Dutch footballer and coach (born 1982)

Said Bakkati (سعيد بقّاتي; born 23 March 1982) is a Dutch former footballer who serves as assistant manager of Ajax. During his playing career, he played as a right-back. Born in the Netherlands, he is of Moroccan descent.

==Playing career==
===Club===
Bakkati's career began when he signed a professional contract with Heerenveen, making his first first-team appearance in 2000, at the age of 18. After five-and-a-half years with the team from Friesland, he joined fellow Eredivisie participants ADO Den Haag during the 2005–06 season.

After playing for Go Ahead Eagles and PEC Zwolle, Bakkati ended his playing career with Emmen. He was then appointed trainer in the youth academy of Ajax.

==Managerial career==
On 13 June 2016, Bakkati was appointed as an assistant manager to Jaap Stam at English Championship side Reading. Bakkati left the club on 23 March 2018.

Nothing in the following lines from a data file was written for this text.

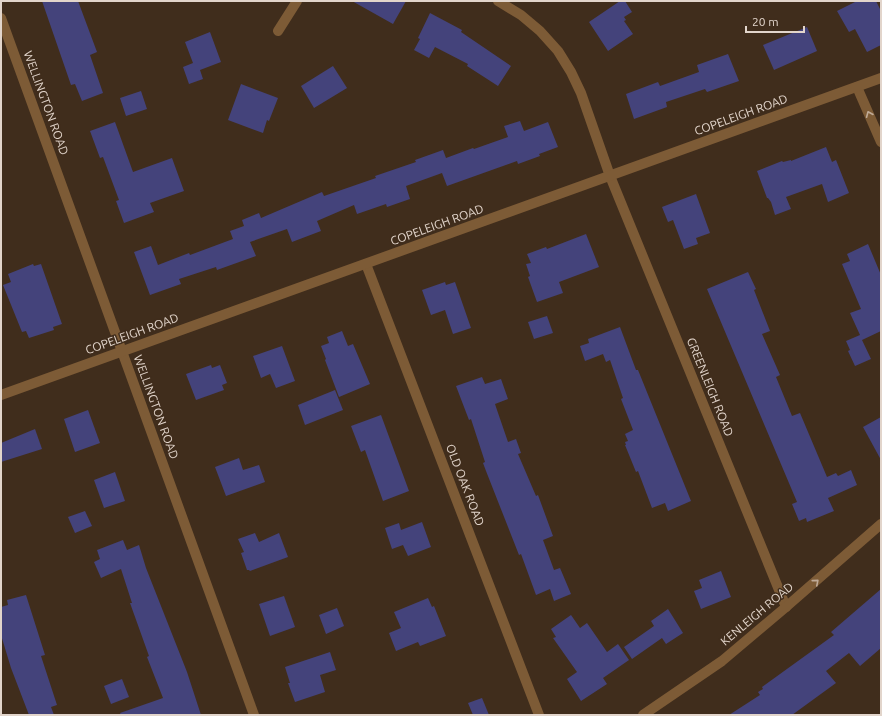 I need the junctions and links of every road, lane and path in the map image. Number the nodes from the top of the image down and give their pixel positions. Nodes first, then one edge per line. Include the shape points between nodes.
1 (297, 1) edge
2 (498, 1) edge
3 (1, 18) edge
4 (278, 31) dead end
5 (881, 78) edge
6 (857, 87) junction
7 (881, 142) edge
8 (610, 176) junction
9 (366, 264) junction
10 (122, 352) junction
11 (1, 395) edge
12 (881, 524) edge
13 (786, 607) junction
14 (254, 715) edge
15 (539, 715) edge
16 (643, 715) edge

1 - 4 street
2 - 8 street, GREENLEIGH ROAD via 540,31 568,67 581,93
3 - 10 street, WELLINGTON ROAD
5 - 6 street, COPELEIGH ROAD
7 -> 6 street
6 - 8 street, COPELEIGH ROAD
8 - 9 street, COPELEIGH ROAD
8 - 13 street, GREENLEIGH ROAD
9 - 10 street, COPELEIGH ROAD
9 - 15 street, OLD OAK ROAD
10 - 11 street, COPELEIGH ROAD
10 - 14 street, WELLINGTON ROAD
13 -> 12 street, KENLEIGH ROAD
13 - 16 street, KENLEIGH ROAD via 722,660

On 29 December 2018, Bakkati joined Dutch club PEC Zwolle as assistant manager, where he once again is assisting Jaap Stam.

On 6 March 2019, it was announced that Bakkati would be joining Feyenoord as an assistant manager alongside Jaap Stam at the start of the new season.

On 21 May 2020, Bakkati joined Jaap Stam at MLS side FC Cincinnati. He was released from the club along with the other assistant coach, Yoann Damet, in September 2021. In summer 2025 he was appointed assistant manager at the Netherlands national under-21 football team alongside a similar role at Sparta.